青森県の県紙・東奥日報が報じていた。下北半島、むつ市のボランティア団体「りんどうの会」が、自前の「かるた」を使って介護予防活動に取り組んでいる。公募作品を厳選した、その読み札が面白い

 <恐山向って叫ぶ「まぁだだよ」>。恐山は高野山、比叡山と並ぶ三大霊場の一つ。からからと回る無数の赤い風車(かざぐるま)、硫黄のにおい…。賽(さい)の河原を思わせる荒涼とした景色が広がる

 人は亡くなれば「お山」に行く、との言い伝えが地元にはあるそうだ。会事務局長の菊池三十義(さとよし)さんが教えてくれた。「まぁだだよ」とは無論、まだまだ元気でいるよ、との意味

 菊池さんは言う。「介護予防の意識が一番低いのは誰と思います? 当のお年寄りなんですよ」。自身も72歳。関心を持ってもらうきっかけにと作ったのが「介護予防かるた」だ。笑って勉強になると好評で、来年1月には市の大会を催す

 <シワだらけ心はおとめ今だって>と高齢者の心境を詠んだ札、「はいっ」と手を伸ばすのもためらわれる札も。
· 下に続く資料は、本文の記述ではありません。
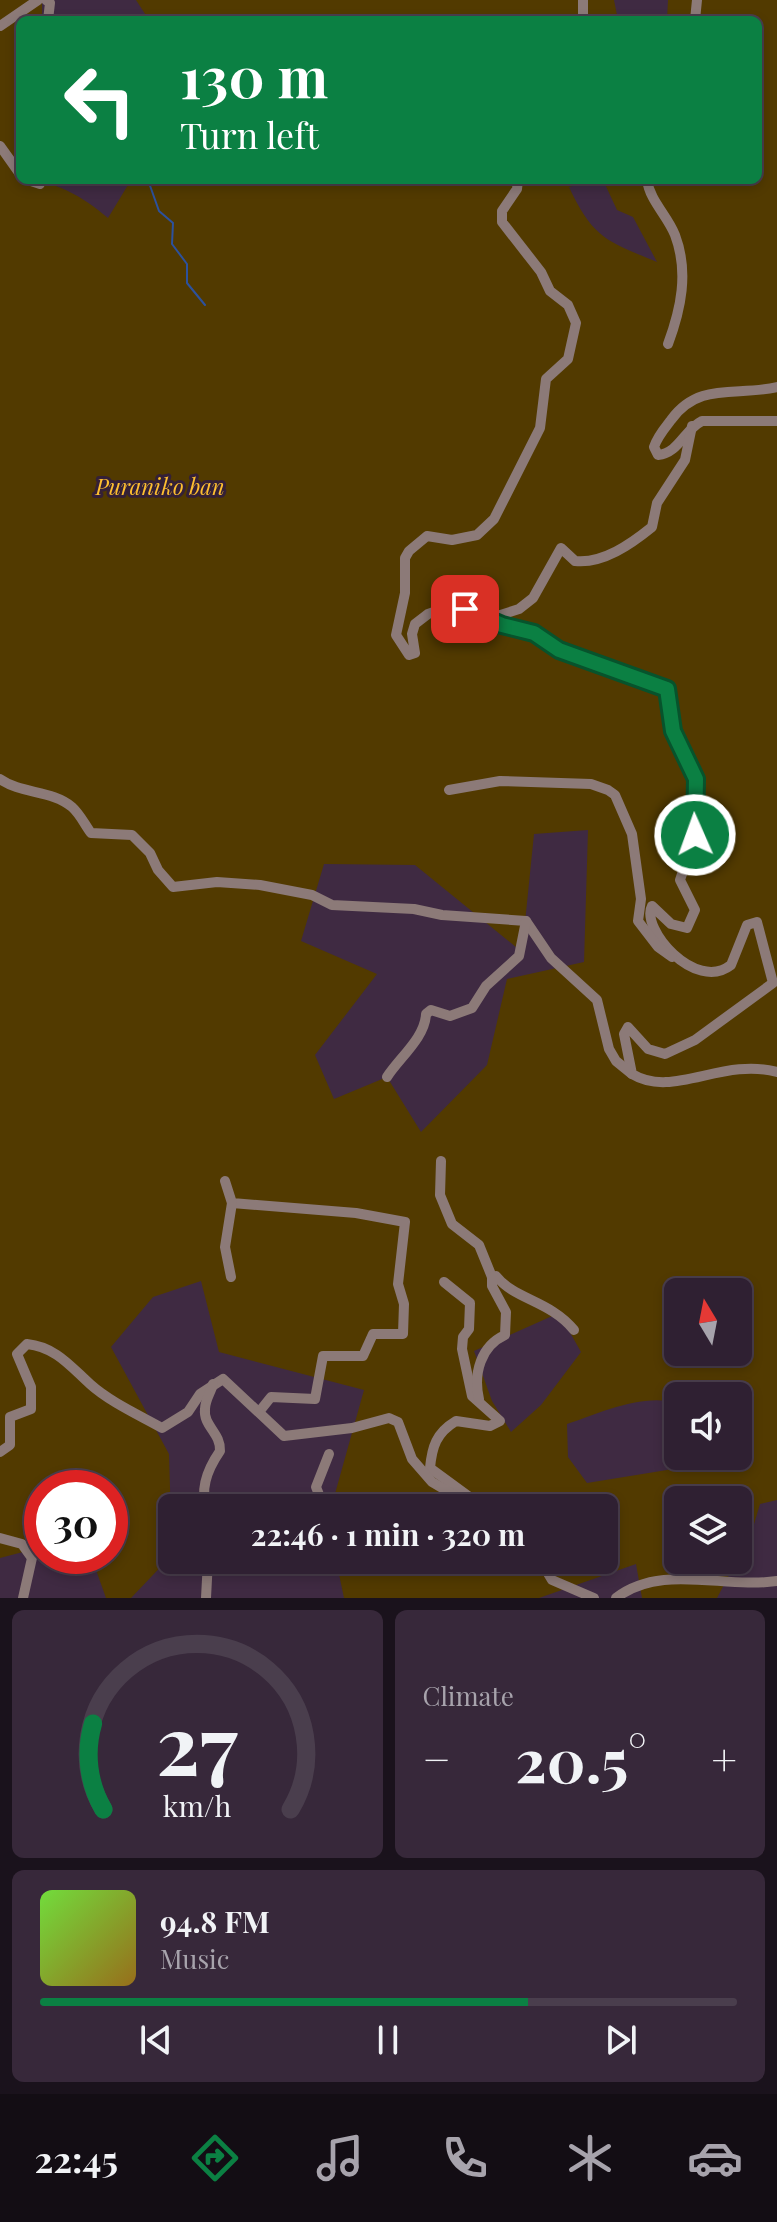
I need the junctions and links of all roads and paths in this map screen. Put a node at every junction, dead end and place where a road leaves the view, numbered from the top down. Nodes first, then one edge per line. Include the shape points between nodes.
1 (38, 0) edge
2 (0, 26) edge
3 (0, 146) edge
4 (16, 168) edge
5 (518, 184) edge
6 (648, 184) edge
7 (668, 344) dead end
8 (777, 387) edge
9 (777, 421) edge
10 (692, 426) junction
11 (491, 618) junction
12 (0, 779) edge
13 (449, 790) dead end
14 (526, 921) junction
15 (673, 958) junction
16 (777, 1072) edge
17 (632, 1074) junction
18 (387, 1077) dead end
19 (441, 1161) dead end
20 (225, 1181) dead end
21 (232, 1203) junction
22 (231, 1277) dead end
23 (492, 1277) junction
24 (444, 1282) dead end
25 (574, 1330) dead end
26 (214, 1382) junction
27 (480, 1404) junction
28 (259, 1412) junction
29 (10, 1417) junction
30 (0, 1426) edge
31 (0, 1452) edge
32 (329, 1454) dead end
33 (204, 1494) edge
34 (319, 1494) edge
35 (453, 1494) edge
36 (461, 1494) edge
37 (0, 1538) edge
38 (207, 1574) edge
39 (548, 1574) edge
40 (777, 1581) edge
41 (23, 1598) edge
42 (206, 1598) edge
43 (594, 1598) edge
44 (616, 1598) edge

1 - 2 street
3 - 4 street
5 - 11 street via 502,211 502,222 550,291 568,305 576,323 568,359 546,379 540,428 494,519 477,535 452,540 427,536 409,551 396,635 409,655 415,653 415,624 428,614 451,606
6 - 7 street via 675,235 682,269 682,307
8 - 10 street via 719,390 692,399 658,437 655,451 664,455 675,449
9 - 10 street via 731,419
10 - 11 street via 685,460 657,503 652,527 591,560 575,561 561,548 533,598
11 - 15 street via 534,633 559,650 667,689 673,731 696,779 698,815 680,880 695,918 687,928 671,924 657,907 649,909
12 - 14 street via 72,807 91,833 132,835 173,887 260,885 312,895 332,905
13 - 15 street via 500,781 591,784 615,795 634,840 641,899 638,921
14 - 17 street via 551,958 597,1000 609,1049
14 - 18 street via 519,956 486,986 472,1008 450,1016 431,1010 426,1014 407,1053
15 - 17 street via 694,970 726,969 738,954 747,925 757,922 773,983 695,1040 665,1054 648,1049 628,1027 624,1034
16 - 17 street via 744,1066 663,1085
19 - 23 street via 440,1195 452,1224 479,1245
20 - 21 street
21 - 22 street via 225,1247
21 - 28 street via 405,1222 398,1284 403,1334 373,1334 363,1356 323,1356 315,1399 271,1397
23 - 25 street via 559,1312
23 - 27 street via 506,1312 505,1335 490,1342 481,1359 476,1375
24 - 27 street via 470,1303 462,1349 472,1396
26 - 28 street via 223,1379
26 - 29 street via 188,1412 162,1428 90,1384 69,1361 27,1344 17,1354 31,1387 31,1409
26 - 33 street via 204,1414 220,1451 209,1466
27 - 36 street via 500,1421 490,1426 456,1421 432,1445 430,1468
28 - 35 street via 291,1437 389,1418 398,1422 412,1459 432,1482
29 - 30 street
29 - 31 street via 10,1445
32 - 34 street via 316,1487
37 - 41 street via 22,1544 32,1558
38 - 42 street
39 - 43 street
40 - 44 street via 734,1585 702,1579 651,1580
<「来世も一緒よ」と言う妻鬼に見え>。深い愛あるが故の憎まれ口と解釈しておこう

 <やれる事自分でやり抜く意欲が大事>。はるか本州の北端のお年寄りも頑張っている。笑って暮らす豊かな老後。こちらも負けていられない。<寝たきりになるまいさせまいまず運動>。